Required work: Pictures aside, the data must be reproduced exactly.

Dataset entries:
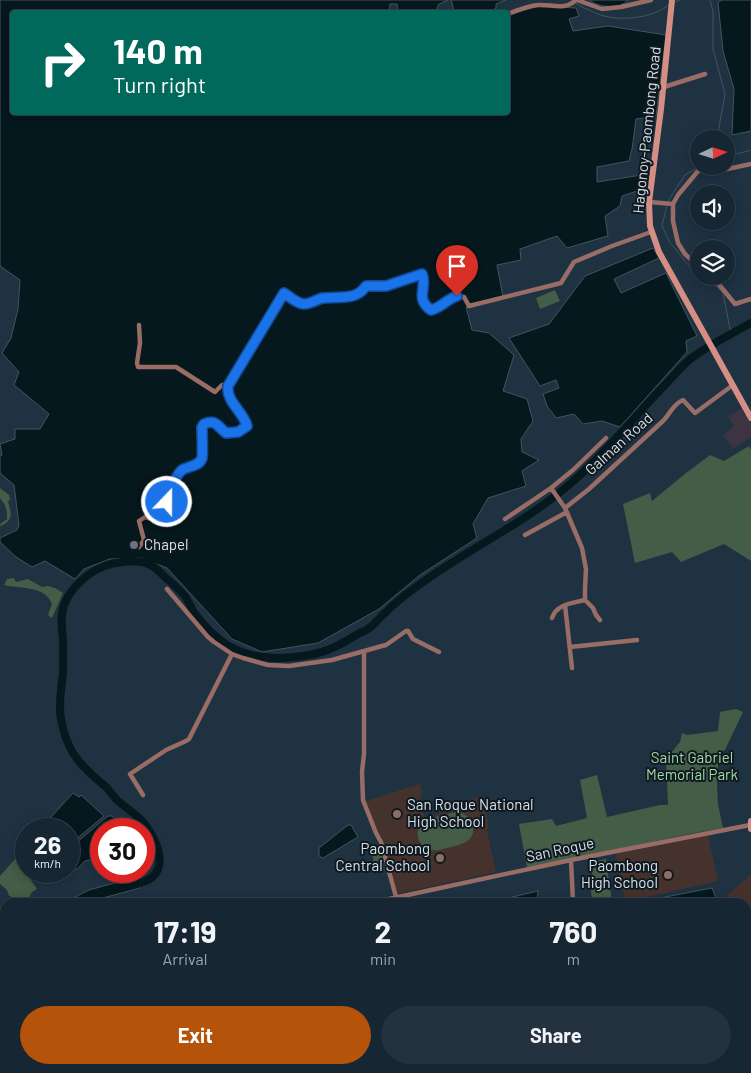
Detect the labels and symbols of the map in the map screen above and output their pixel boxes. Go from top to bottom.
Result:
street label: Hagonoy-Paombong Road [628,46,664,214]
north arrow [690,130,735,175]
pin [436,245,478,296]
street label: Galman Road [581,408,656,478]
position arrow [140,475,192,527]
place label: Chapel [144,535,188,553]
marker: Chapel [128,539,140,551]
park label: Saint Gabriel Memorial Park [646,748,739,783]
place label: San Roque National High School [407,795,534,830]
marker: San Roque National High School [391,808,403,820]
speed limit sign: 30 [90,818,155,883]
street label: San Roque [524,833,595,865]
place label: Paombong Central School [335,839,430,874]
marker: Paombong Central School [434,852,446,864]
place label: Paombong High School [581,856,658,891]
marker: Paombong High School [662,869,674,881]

Written reply:
Detect the labels and symbols of the map in the map screen above and output their pixel boxes. Go from top to bottom.
Result:
street label: Hagonoy-Paombong Road [628,46,664,214]
north arrow [690,130,735,175]
pin [436,245,478,296]
street label: Galman Road [581,408,656,478]
position arrow [140,475,192,527]
place label: Chapel [144,535,188,553]
marker: Chapel [128,539,140,551]
park label: Saint Gabriel Memorial Park [646,748,739,783]
place label: San Roque National High School [407,795,534,830]
marker: San Roque National High School [391,808,403,820]
speed limit sign: 30 [90,818,155,883]
street label: San Roque [524,833,595,865]
place label: Paombong Central School [335,839,430,874]
marker: Paombong Central School [434,852,446,864]
place label: Paombong High School [581,856,658,891]
marker: Paombong High School [662,869,674,881]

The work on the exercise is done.